I'm late to the party here but my initial thoughts are if university and collective are to be separate entities then the university providing them lists of season ticket holders and donors now directly connects them to the collective. If they release those lists to them, to cover their liability for Title 9 then you would have to release the info for ALL sports. But another thing that has me curious is that information is somewhat private information so does the university legally have the right to give your season ticket or donor contact information to an outside entity? Would assume there is some kind of fine print somewhere but when I purchase season tickets I would assume that if some other entity asked ISU for my information they aren't obligated to give it out without permission?
I think we are going to see a lot of legal battles play out in the coming years with NIL. Especially when it becomes obvious that the money is not fairly distributed out. This is where I can see why a university would be hesitant to share any information with a collective that is supposed to be a separate entity as if you only give them say the football and MBB lists then I think you now open up a liability with T9 that you aren't being inclusive to all the sports. Also wonder if it makes a grey area with privacy where they are giving out information without consent. Just a lot of grey areas and loopholes that are likely going to result in eventual lawsuits I'm sure.

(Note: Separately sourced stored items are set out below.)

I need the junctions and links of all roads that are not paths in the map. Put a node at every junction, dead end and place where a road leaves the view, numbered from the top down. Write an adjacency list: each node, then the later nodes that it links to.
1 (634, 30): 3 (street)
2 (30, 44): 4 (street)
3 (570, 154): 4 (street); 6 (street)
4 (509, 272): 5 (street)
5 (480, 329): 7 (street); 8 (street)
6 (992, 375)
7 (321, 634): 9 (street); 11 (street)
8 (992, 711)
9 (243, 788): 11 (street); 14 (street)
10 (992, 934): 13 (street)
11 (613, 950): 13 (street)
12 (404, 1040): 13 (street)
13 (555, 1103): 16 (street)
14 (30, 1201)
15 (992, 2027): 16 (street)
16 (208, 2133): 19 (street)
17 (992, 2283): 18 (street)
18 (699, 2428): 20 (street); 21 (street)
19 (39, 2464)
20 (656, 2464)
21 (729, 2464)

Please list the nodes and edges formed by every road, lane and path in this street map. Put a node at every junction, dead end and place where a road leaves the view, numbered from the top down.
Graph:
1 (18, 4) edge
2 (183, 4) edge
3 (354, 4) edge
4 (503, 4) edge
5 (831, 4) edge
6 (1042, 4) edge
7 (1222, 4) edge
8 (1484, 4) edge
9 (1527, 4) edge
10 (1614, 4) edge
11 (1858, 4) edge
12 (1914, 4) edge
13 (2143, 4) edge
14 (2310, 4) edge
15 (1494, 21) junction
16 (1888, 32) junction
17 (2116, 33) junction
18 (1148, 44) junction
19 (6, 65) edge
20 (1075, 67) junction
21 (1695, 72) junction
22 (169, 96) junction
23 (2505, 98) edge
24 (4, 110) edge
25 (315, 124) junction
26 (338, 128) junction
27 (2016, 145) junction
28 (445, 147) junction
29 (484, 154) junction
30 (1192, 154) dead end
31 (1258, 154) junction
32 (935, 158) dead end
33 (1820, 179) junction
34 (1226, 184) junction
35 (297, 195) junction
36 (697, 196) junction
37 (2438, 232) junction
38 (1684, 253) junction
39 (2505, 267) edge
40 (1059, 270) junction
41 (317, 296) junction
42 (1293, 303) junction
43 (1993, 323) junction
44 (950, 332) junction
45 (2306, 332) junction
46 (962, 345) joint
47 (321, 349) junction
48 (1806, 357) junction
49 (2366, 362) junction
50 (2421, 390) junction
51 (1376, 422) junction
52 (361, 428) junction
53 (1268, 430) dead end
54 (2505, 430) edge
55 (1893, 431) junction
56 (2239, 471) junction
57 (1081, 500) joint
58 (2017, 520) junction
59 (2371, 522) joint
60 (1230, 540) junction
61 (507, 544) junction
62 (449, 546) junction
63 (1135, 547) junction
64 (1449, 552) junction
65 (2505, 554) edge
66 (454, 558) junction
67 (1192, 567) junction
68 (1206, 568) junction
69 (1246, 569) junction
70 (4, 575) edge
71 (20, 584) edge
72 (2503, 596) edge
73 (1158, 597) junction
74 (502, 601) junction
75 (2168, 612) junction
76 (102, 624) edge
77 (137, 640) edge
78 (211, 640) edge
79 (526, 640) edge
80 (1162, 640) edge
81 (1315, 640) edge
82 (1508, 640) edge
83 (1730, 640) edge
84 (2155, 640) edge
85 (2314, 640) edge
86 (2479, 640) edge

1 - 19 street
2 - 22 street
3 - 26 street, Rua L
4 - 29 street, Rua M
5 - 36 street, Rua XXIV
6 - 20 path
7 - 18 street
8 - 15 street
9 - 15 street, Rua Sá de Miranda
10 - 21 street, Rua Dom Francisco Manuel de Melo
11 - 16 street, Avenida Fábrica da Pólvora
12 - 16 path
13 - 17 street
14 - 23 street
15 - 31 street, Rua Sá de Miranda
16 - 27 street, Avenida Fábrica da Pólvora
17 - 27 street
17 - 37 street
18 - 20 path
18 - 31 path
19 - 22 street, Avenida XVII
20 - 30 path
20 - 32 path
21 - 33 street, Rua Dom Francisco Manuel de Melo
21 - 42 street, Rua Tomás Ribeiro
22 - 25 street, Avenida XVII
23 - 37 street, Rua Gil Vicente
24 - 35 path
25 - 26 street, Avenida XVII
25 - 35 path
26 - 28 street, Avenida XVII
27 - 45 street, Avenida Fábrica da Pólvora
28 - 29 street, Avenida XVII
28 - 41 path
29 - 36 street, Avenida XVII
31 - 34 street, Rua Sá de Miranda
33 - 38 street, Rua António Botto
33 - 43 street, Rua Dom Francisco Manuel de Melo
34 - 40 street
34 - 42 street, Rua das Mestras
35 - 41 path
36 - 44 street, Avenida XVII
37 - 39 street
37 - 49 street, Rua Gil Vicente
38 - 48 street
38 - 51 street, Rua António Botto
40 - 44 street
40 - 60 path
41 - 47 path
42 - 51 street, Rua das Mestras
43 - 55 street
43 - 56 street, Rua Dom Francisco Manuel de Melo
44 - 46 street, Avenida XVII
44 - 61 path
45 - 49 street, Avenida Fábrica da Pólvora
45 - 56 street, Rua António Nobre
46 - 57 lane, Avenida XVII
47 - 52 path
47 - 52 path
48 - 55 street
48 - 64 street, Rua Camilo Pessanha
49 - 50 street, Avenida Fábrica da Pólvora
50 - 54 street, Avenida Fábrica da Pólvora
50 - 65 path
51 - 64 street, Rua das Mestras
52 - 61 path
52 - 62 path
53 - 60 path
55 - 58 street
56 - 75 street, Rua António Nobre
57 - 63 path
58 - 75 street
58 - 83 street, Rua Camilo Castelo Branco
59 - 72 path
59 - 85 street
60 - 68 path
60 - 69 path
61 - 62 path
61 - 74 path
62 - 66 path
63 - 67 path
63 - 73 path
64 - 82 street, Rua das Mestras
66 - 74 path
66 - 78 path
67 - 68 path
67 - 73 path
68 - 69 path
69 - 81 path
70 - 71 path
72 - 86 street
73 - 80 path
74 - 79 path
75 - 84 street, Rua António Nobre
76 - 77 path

I also think give it a few years and once the NIL craze runs its course and people who are donating big sums of money with the hopes of conference titles and national championships don't see the results at some point the return on that money may not be valued the way it is today. There will be a breaking point where some collective raises a ton of money and their football team is still stuck in mediocrity or greatly under performs expectations where the big donors stop pumping the kind of money they are now into it.